He's 87 years old and still going strong. Jay McShann's enjoyment and appreciation of what he does, which is cook up some great jazz and blues, is infectious. Maybe that's why he's lasted this long. Joined by such talent as pianist Johnnie Johnson, Maria Muldaur, and guitarist extraordinaire Duke Robillard on Goin' to Kansas City, this living legend delivers again and again.
As a young man during the late '30s and early '40s in Kansas City, Missouri, pianist and vocalist Jay McShann was at the forefront of two new musics: the rhythm and blues that would eventually morph into rock 'n' roll, giving American pop a permanent facelift, and bebop, the harmonically complex and demanding new genre of jazz that was perhaps rock's antithesis. McShann cut a record, his first hit, as a young man in the early '40s called "Confessin' the Blues" with a group that included a young Charlie Parker, one of the two progenitors of bebop (the other being Dizzy Gillespie). "Confessin' the Blues" was popular for several years and became a sort of primer for early R&B groups.

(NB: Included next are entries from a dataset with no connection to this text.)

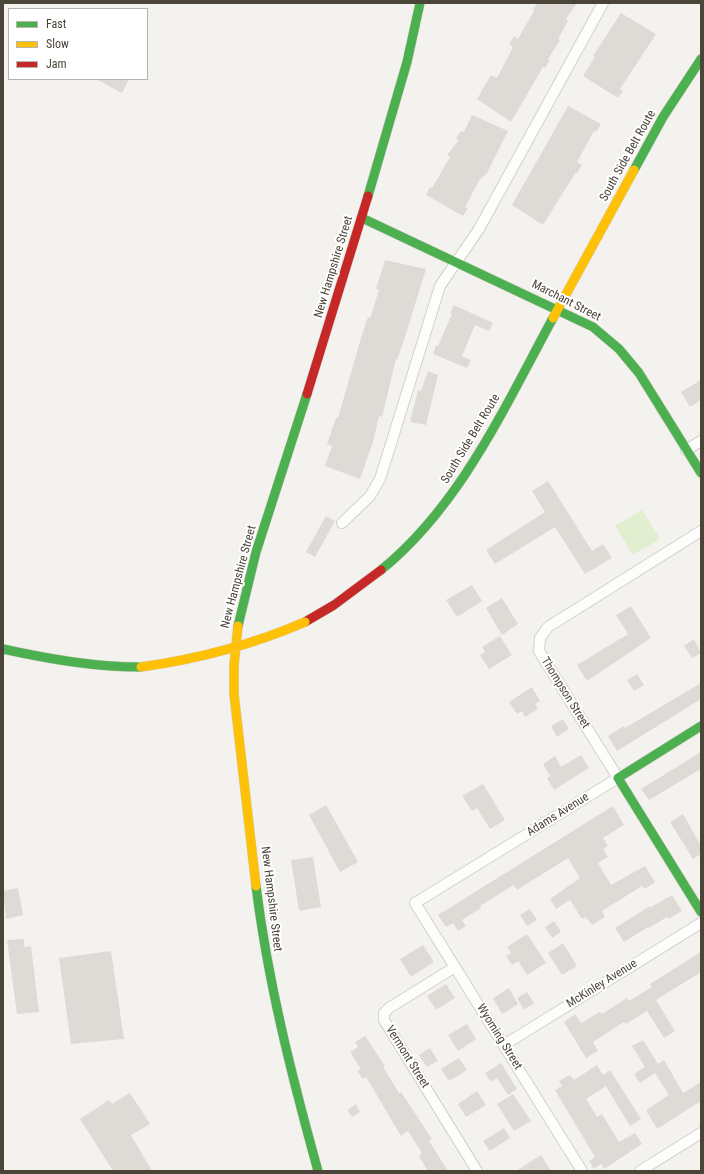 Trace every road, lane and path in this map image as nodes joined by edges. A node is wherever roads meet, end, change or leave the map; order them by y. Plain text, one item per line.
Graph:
1 (420, 3) edge
2 (603, 3) edge
3 (701, 58) edge
4 (362, 218) junction
5 (457, 261) junction
6 (557, 309) junction
7 (701, 441) edge
8 (686, 450) junction
9 (701, 473) edge
10 (342, 523) dead end
11 (701, 531) edge
12 (3, 649) edge
13 (701, 726) edge
14 (618, 778) junction
15 (415, 903) joint
16 (701, 912) edge
17 (701, 923) edge
18 (454, 967) junction
19 (504, 1045) junction
20 (701, 1133) edge
21 (318, 1171) edge
22 (477, 1171) edge
23 (582, 1171) edge
24 (640, 1171) edge

1 - 4 street, New Hampshire Street
2 - 5 street
3 - 6 street, South Side Belt Route
4 - 5 street, Marchant Street
4 - 21 street, New Hampshire Street
5 - 6 street, Marchant Street
5 - 10 street
6 - 8 street, Marchant Street
6 - 12 street, South Side Belt Route, bridge
7 - 8 street
8 - 9 street, Marchant Street
11 - 14 street, Thompson Street
13 - 14 street, Adams Avenue
14 - 15 street, Adams Avenue
14 - 16 street, Thompson Street
15 - 18 street, Wyoming Street
17 - 19 street, McKinley Avenue
18 - 19 street, Wyoming Street
18 - 22 street, Vermont Street
19 - 23 street, Wyoming Street
20 - 24 street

Goin' to Kansas City is a good album by any assessment, comprised of solid blues and standards, great musicianship, and the requisite guest appearances by such contemporary blues luminaries as Maria Muldaur and Duke Robillard. But when you throw in the fact that McShann is 87, the album takes on a bit more grandeur. One comes to realize that Goin' to Kansas City is more a slice of American history, one that¹s still kickin'. Producer Holger Petersen also handles nicely the lengthy (19:51) bonus track interview with McShann at his home and at his piano, ultimately lending the album an archival aspect.
The most surprising thing about the choice of material for this album is that more than half the songs were either written or co-written by McShann. Tracks such as "Nasty Attitude", where McShann is joined by Robillard and his tasty fret work, and "Just for You", a solo piano piece played in the spirited stride style of James P. Johnson, stand up well beside blues and standards like "Kansas City", "When I Grow Too Old to Dream", and "Ain't Nobody's Business". McShann performs the latter alone, giving it a defiant edge. As well he should; he's defied much, namely, time.
The album opener, the Leiber/Stoller classic blues, "Kansas City", is apropos. After all, Kansas City is where McShann got his start and has lived and performed for most of his life. However, the full band arrangement of the song, while spirited, does not quite match the authenticity of the piano duet version of the song McShann plays with pianist Johnnie Johnson, with Johnson singing, later in the album. The second piano duet McShann and Johnson perform together on McShann's "Some Kinda Crazy" is probably the best track on Goin' to Kansas City. The interplay and weaving of bluesy runs and left-hand boogie woogie makes you want to get up and dance.
Other noteworthy tracks are McShann's duet with fellow blues pianist/vocalist Maria Muldaur on McShann's classic "Confessin' the Blues", and "My Chile", a McShann composition played in the style of New Orleans great, Professor Longhair. McShann and band members sizzle on this one, so much so that the listener seriously begins to wonder if McShann is lying about his age.
A great collection of recordings made over the past several years, Goin' to Kansas City is a must have for fans of Jay McShann and a probably-want-to-pick-up for fans of blues and jazz in general.